Anyone here tried a bass octave pedal on uke?

King David

Guest
Joined
Jan 28, 2010
Messages
321
Reaction score
82
Does it work well? I’m assuming I’d really have to change strings to linear style (Low G), but even then I’m not sure if an octave pedal would work as well like it does on a guitar. It’s just the top 3 strings on the guitar are already much lower notes to begin with.

So, specifically looking for people’s opinions who have actually tried this on a low g uke. Does it sound good with an octave pedal and are the lowest note G&C strings bass-like enough to get by when run through a sub/bass amp? Thanks!
 
Is there a particular reason you want to go that route? Why not just buy an inexpensive bass uke. You seem to have a bass amp already.


This is Michael Kohan in Los Angeles, Beverly Grove near the Beverly Center
9 tenor cutaway ukes, 6 acoustic bass ukes, 12 solid body bass ukes, 14 mini electric bass guitars (Total: 41)

• Donate to The Ukulele Kids Club, they provide ukuleles to children in hospital music therapy programs. www.theukc.org
• Member The CC Strummers: YouTube: www.youtube.com/user/CCStrummers/video, Facebook: www.facebook.com/TheCCStrummers
 
Is there a particular reason you want to go that route? Why not just buy an inexpensive bass uke. You seem to have a bass amp already.
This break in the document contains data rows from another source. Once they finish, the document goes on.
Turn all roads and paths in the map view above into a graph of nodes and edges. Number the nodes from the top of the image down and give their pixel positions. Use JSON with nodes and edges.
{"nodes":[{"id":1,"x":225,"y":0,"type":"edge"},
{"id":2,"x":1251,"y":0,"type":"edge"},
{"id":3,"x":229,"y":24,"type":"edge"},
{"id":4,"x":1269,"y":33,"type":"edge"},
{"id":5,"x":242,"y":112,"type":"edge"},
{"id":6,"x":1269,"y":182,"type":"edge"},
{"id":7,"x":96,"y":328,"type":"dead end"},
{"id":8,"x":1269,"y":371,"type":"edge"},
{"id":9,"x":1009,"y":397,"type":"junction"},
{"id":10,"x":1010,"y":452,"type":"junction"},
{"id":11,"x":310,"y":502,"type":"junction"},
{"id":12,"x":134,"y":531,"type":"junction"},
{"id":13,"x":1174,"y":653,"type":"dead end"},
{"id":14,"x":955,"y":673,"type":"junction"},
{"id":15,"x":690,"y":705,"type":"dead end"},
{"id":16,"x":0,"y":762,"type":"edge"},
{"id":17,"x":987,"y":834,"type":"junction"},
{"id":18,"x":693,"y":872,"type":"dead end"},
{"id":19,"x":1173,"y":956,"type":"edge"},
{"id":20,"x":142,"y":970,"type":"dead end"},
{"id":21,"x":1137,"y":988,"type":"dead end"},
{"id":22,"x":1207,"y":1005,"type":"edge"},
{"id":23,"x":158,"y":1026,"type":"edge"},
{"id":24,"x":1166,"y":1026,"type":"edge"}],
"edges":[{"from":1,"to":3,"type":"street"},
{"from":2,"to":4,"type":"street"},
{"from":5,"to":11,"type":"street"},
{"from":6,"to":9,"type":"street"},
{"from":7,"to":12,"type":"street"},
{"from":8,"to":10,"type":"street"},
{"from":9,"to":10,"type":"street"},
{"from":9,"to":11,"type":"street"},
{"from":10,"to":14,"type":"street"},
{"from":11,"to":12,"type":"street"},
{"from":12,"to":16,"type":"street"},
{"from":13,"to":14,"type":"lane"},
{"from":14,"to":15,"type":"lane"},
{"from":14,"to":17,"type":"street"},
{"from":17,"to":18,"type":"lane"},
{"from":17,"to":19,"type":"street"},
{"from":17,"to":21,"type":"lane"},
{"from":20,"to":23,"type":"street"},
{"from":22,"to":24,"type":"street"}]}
Ahh yeah, I don’t want a separate instrument.

Anyone actually tried this???
 
Hmm, I haven't actually tried it either, but even with a low G (G3), dropping an octave only gets you to G2 and guitar is E2. Bass guitar is E1. So your pedal would have to drop two octaves to get near the range of bass guitar.
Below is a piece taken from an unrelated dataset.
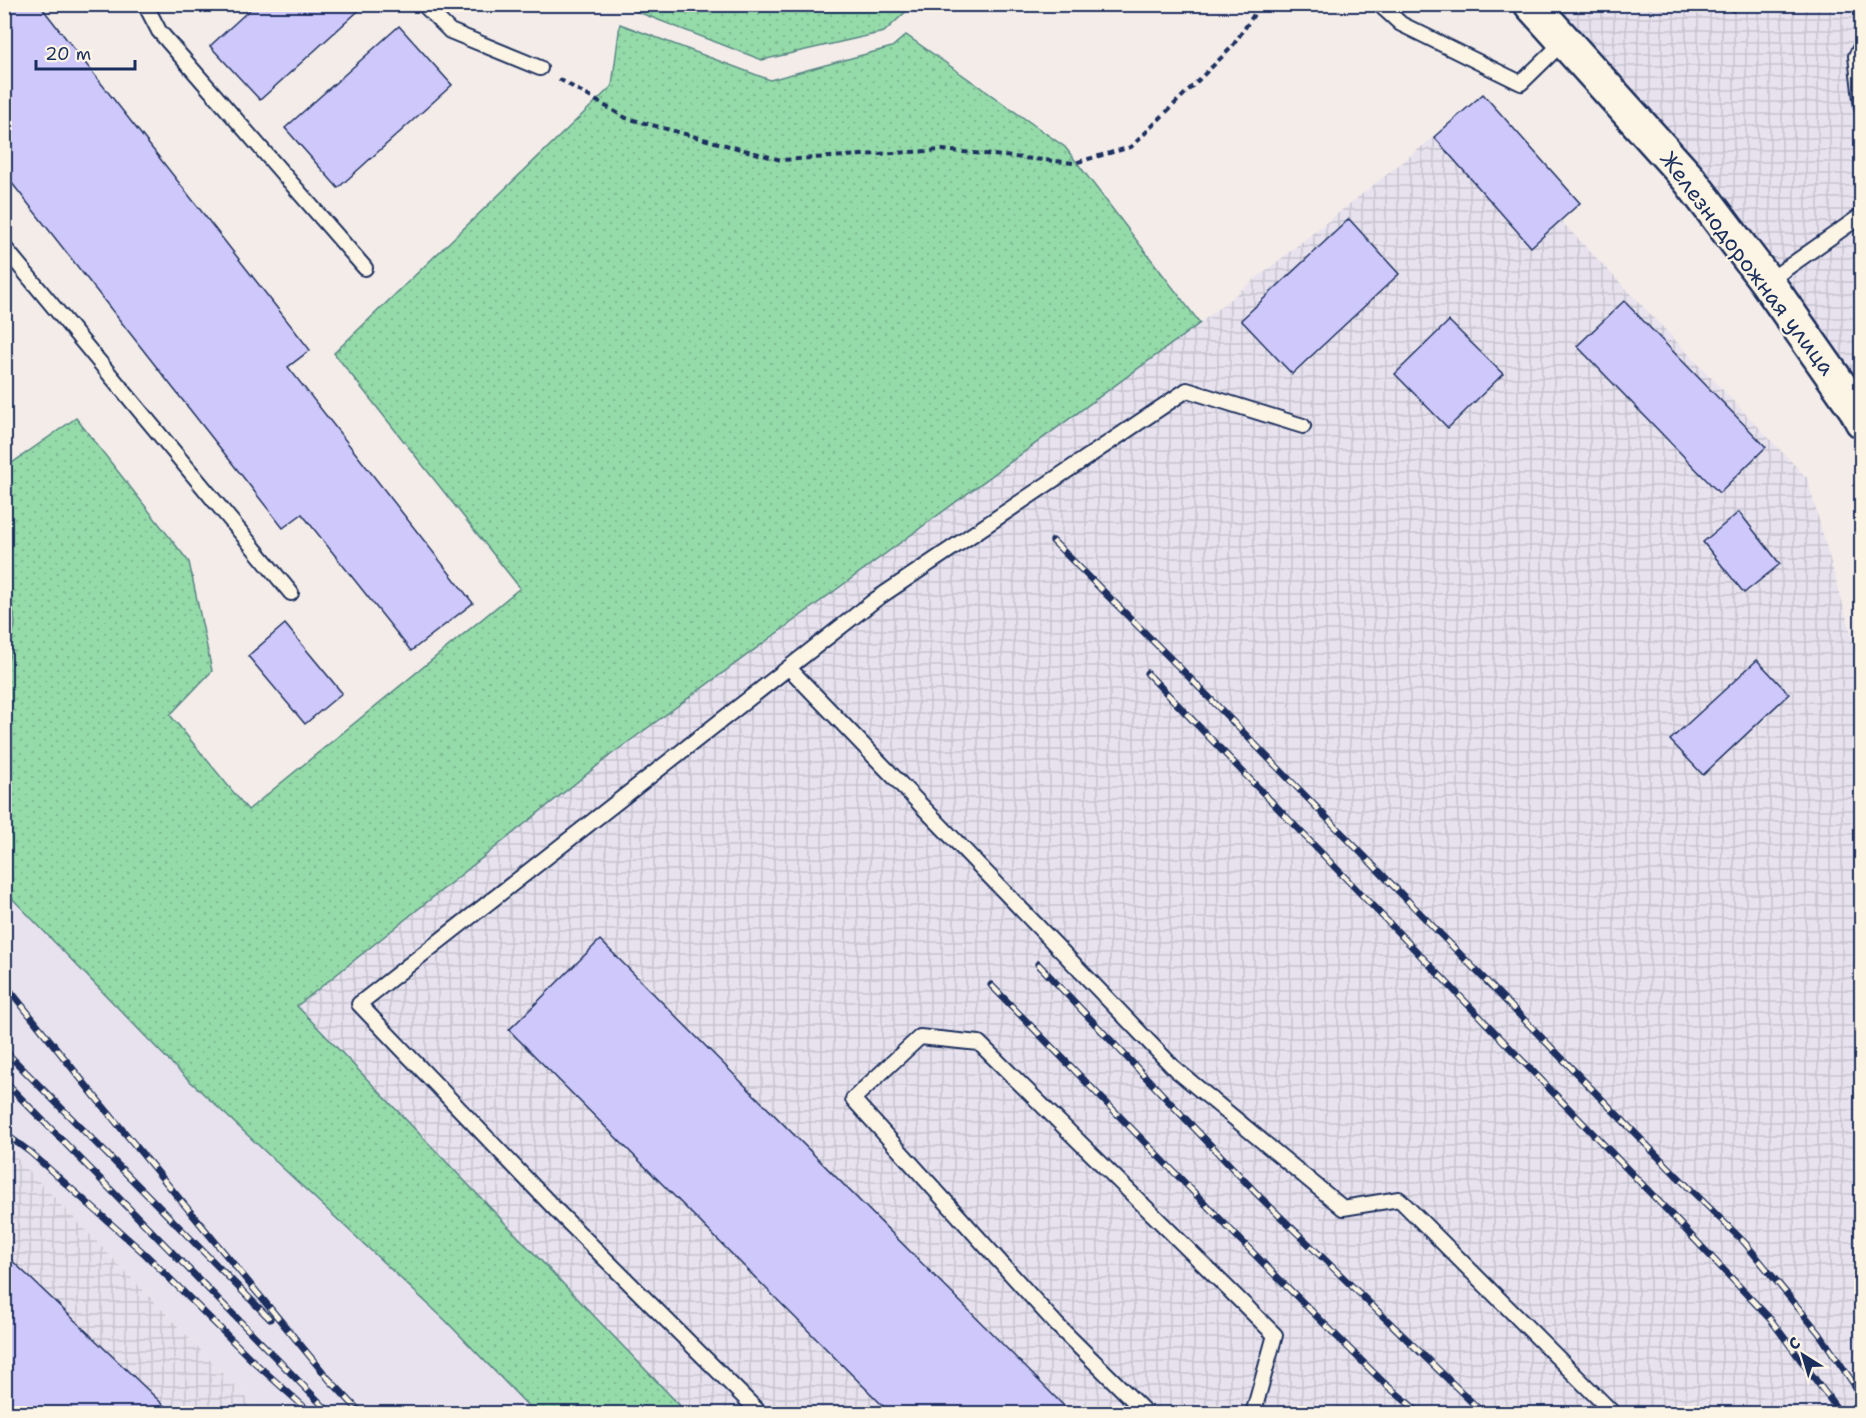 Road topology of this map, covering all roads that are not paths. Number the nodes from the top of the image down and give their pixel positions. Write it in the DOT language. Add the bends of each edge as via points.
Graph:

Are you wanting to play single note bass lines on the uke? I could try it with a plug-in.
 
I have tried it yes. I put my uke through a Boss OC-3. I tried to combine with a looper so I could play my own bass lines.

The OC-3 can drop down two octaves into bass guitar territory. However the tone that resulted was very flat and boring. It retained none of the timbre of a plucked string, and sounded more like plain sine-wave.
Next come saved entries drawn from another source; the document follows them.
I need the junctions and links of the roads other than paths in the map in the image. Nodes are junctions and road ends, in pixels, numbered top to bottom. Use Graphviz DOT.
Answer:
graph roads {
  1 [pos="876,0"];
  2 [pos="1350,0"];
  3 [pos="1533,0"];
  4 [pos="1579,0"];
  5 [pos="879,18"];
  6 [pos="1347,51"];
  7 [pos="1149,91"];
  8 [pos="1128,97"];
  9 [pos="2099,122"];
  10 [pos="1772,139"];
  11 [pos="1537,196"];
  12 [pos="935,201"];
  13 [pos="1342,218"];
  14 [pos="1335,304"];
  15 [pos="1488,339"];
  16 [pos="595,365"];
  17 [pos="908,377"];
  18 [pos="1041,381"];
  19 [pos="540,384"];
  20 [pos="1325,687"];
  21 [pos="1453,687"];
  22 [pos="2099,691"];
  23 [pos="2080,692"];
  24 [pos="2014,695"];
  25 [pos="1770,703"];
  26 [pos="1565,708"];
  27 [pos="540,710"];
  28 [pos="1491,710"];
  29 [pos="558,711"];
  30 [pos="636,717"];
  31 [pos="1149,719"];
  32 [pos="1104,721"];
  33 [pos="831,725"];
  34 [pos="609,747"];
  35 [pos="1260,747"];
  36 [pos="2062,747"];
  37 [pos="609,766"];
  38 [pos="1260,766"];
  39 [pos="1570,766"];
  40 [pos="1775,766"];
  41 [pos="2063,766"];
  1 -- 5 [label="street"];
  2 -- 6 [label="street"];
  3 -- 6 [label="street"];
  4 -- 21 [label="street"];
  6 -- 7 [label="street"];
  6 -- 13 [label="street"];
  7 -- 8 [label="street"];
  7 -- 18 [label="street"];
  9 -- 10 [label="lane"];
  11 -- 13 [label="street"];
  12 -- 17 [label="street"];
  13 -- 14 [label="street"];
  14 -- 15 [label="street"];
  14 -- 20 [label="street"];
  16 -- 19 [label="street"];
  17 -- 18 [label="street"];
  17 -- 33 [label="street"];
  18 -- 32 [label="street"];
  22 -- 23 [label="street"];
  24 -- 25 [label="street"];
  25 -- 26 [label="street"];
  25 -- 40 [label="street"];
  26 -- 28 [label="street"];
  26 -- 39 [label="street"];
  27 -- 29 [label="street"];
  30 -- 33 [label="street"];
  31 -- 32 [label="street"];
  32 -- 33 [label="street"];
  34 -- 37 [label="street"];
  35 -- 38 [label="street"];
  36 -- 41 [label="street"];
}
Adding some distortion made it slightly better, but still wasn't a replacement for a real bass sound. I gave up on the idea after only a gig or two.

These days I only use the OC-3 to thicken out my chords a little when playing solo.
 
Thank you Jim and Almero! Perfect and informative posts. Almero, kind of what I was guessing... good to know even two octaves down still didn’t quite do it. Jim ya the guitars low notes I guess are just where you need to be to then drop octaves and have a decent bass sound. Maybe in the future they will build something, but for now you’d probably need fancy rmc gold or graphtech midi pickups installed to a uke then run through a guitar effects processor to get a decent bass sound. Good to know, cheers gentlemen appreciate your help!
 
I have tried with a relatively inexpensive octave pedal (Danelectro).

It didn't work very well.
Definitely worth getting an actual bass or bass ukulele.
 
If you get a good one they work fine. I had a Digitech Drop that tracked SUPER WELL.

The problem is that when you detune nylon strings down an octave they sound like rubber bands. Definitely gets a more convincing sound from a bari with a distortion pedal. (I think with the right processing you could fool people into thinking it was an electric guitar. But at that point you might as well get a Gibson and a Marshall.)

It all depends what you're trying to do...
 
One of the members of my practice group has a small Roland Cube amp with a bass octave switch. He uses it a lot in sessions where we don't have a bass player. I have an older larger Cube that doesn't have this and I'm envious.